Proceden del nordeste en el hemisferio norte y del sureste en el hemisferio sur, y como son vientos constantes, remueven las aguas, hacen aflorar aguas profundas, que son más frías, y por eso las temperaturas generalmente son más bajas cuando hay vientos alisios. Cuando estos alisios se calman, esas aguas no afloran. Además, al no soplar el viento, el agua superficial se va calentando cada vez más hasta que se alcanza ya una anomalía suficiente para poder hablar de El Niño. Si el fenómeno se prolonga y sigue siendo intenso, puede dar lugar a un fenómeno muy fuerte, con unas temperaturas de más de 2 grados de anomalía.
En este sentido, hay que señalar que no hay una correlación directa entre la ocurrencia de El Niño y el tipo de tiempo que podamos esperar en España. Se está hablando mucho de una gran subida de las temperaturas, pero hay que destacar que cuando se habla de esto se habla de temperaturas a escala global. Tenemos que pensar que cuando hay un fenómeno de El Niño hay una gran cantidad de agua oceánica más caliente de lo normal y este hecho hace que las temperaturas medias globales suban. Por lo tanto, a finales de este año o comienzos del que viene, si el fenómeno de El Niño se mantiene, a escala global podríamos estar hablando de alguna décima de grado adicional al calentamiento de fondo que estamos experimentando por causas antropogénicas.
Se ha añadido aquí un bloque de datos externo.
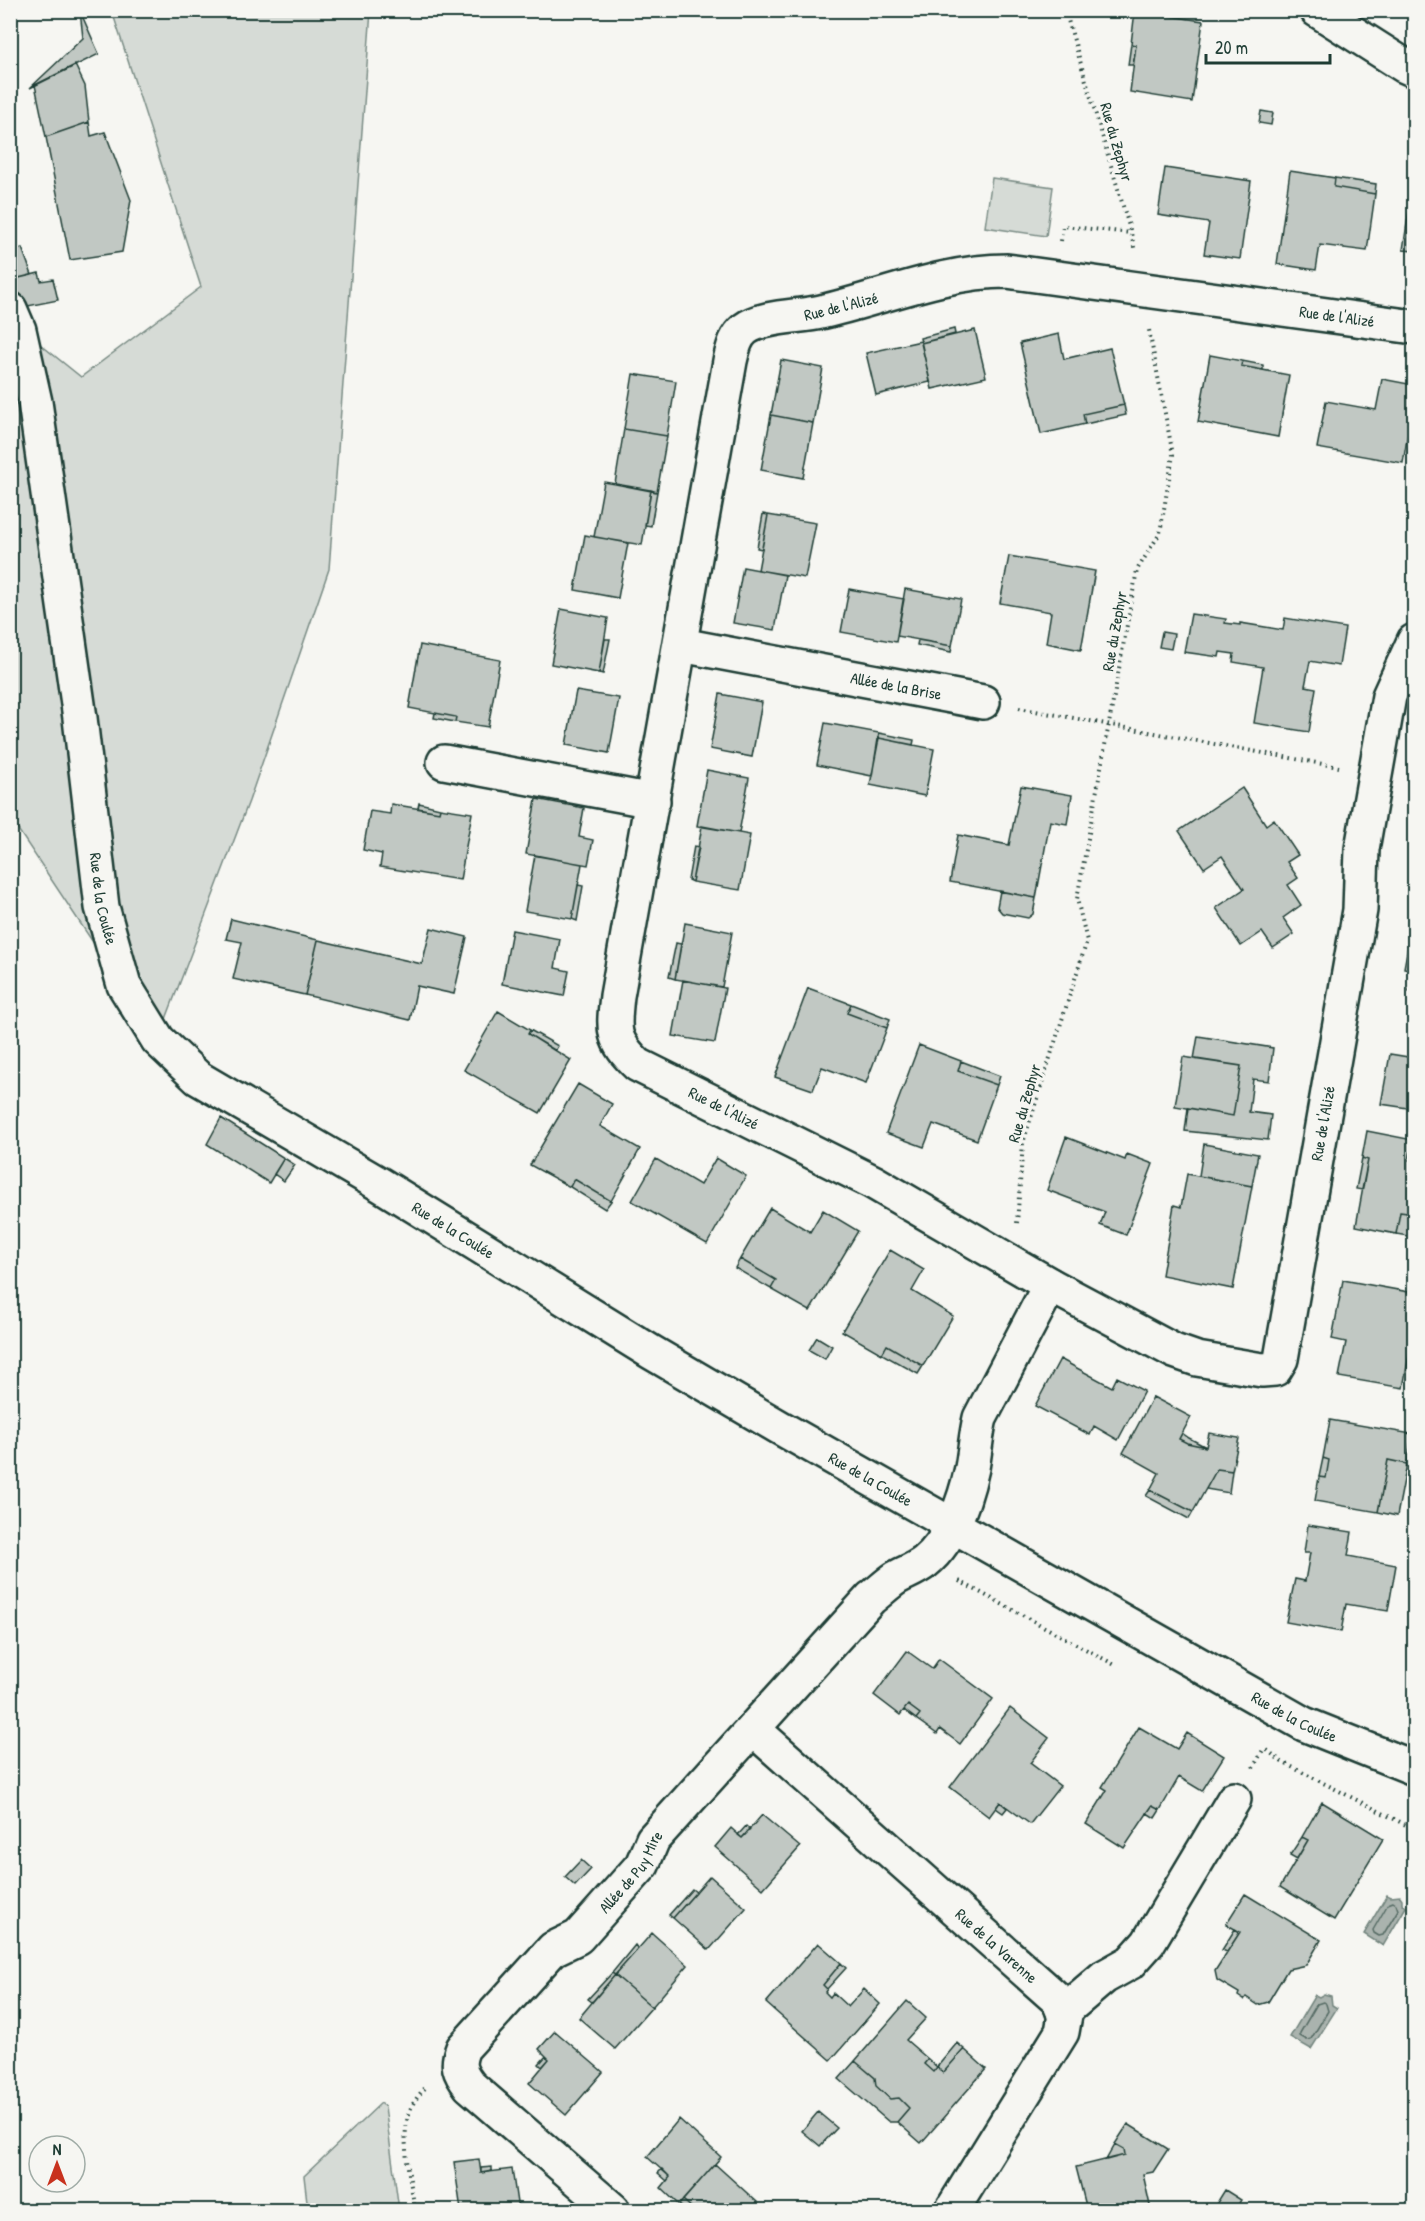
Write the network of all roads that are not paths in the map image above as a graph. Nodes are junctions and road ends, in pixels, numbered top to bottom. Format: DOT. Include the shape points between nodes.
graph roads {
  1 [pos="1317,10"];
  2 [pos="1414,70"];
  3 [pos="10,309"];
  4 [pos="1414,327"];
  5 [pos="1414,641"];
  6 [pos="681,645"];
  7 [pos="983,702"];
  8 [pos="444,762"];
  9 [pos="653,801"];
  10 [pos="1050,1285"];
  11 [pos="952,1525"];
  12 [pos="753,1729"];
  13 [pos="1414,1768"];
  14 [pos="1234,1799"];
  15 [pos="1063,2012"];
  16 [pos="613,2211"];
  17 [pos="952,2211"];
  1 -- 2 [label="street"];
  3 -- 11 [label="street, Rue de la Coulée" via="19,330 37,411 102,907 124,985 158,1040 198,1078 381,1185 651,1352"];
  4 -- 6 [label="street, Rue de l'Alizé" via="1008,271 949,277 821,312 769,319 746,329 734,343"];
  5 -- 10 [label="street, Rue de l'Alizé" via="1389,696 1362,849 1360,909 1279,1365 1262,1370 1184,1355"];
  6 -- 7 [label="street, Allée de la Brise"];
  6 -- 9 [label="street, Rue de l'Alizé"];
  8 -- 9 [label="street"];
  9 -- 10 [label="street, Rue de l'Alizé" via="617,996 615,1033 622,1050 638,1065 873,1182"];
  10 -- 11 [label="street" via="980,1418 970,1475"];
  11 -- 12 [label="street, Allée de Puy Mire" via="941,1546 924,1562 871,1598"];
  11 -- 13 [label="street, Rue de la Coulée" via="1304,1724"];
  12 -- 15 [label="street, Rue de la Varenne" via="1058,2000"];
  12 -- 16 [label="street, Allée de Puy Mire" via="653,1839 642,1865 578,1937 553,1949 463,2048 459,2058 460,2073 470,2086"];
  14 -- 15 [label="street" via="1148,1943 1131,1962 1104,1977"];
  15 -- 17 [label="street" via="1062,2032"];
}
Es decir, el mayor calentamiento de nuestro planeta se está produciendo claramente por la emisión de gases de efecto invernadero, pero este fenómeno natural de El Niño podría añadirle alguna décima de grado adicional a finales de este año o comienzos del que viene. Pero para España no hay, insisto, una correlación clara. Desde luego, para el verano no la tiene por qué haber.
Puede ser un verano extremadamente caluroso, se haya desarrollado El Niño o no se haya desarrollado. Los dos veranos más cálidos que hemos tenido en España hasta ahora, que fueron el de 2022 y el del año pasado, ambos fueron extremadamente cálidos y no hubo fenómeno de El Niño. Por lo tanto, no se puede establecer una correlación.
Es verdad que sí que algunos estudios apuntan a que cuando hay un fenómeno de El Niño intenso, además, puede suceder que en la península tengamos un otoño más lluvioso. Alguna correlación en ese sentido puede haber. Pero hay que destacar que no siempre que hay un fenómeno de El Niño el otoño es más lluvioso de lo normal en España y no siempre que hay otoños más lluviosos de lo normal en España es por el fenómeno de El Niño.
Así que, en ese sentido, las incertidumbres son todavía muy elevadas.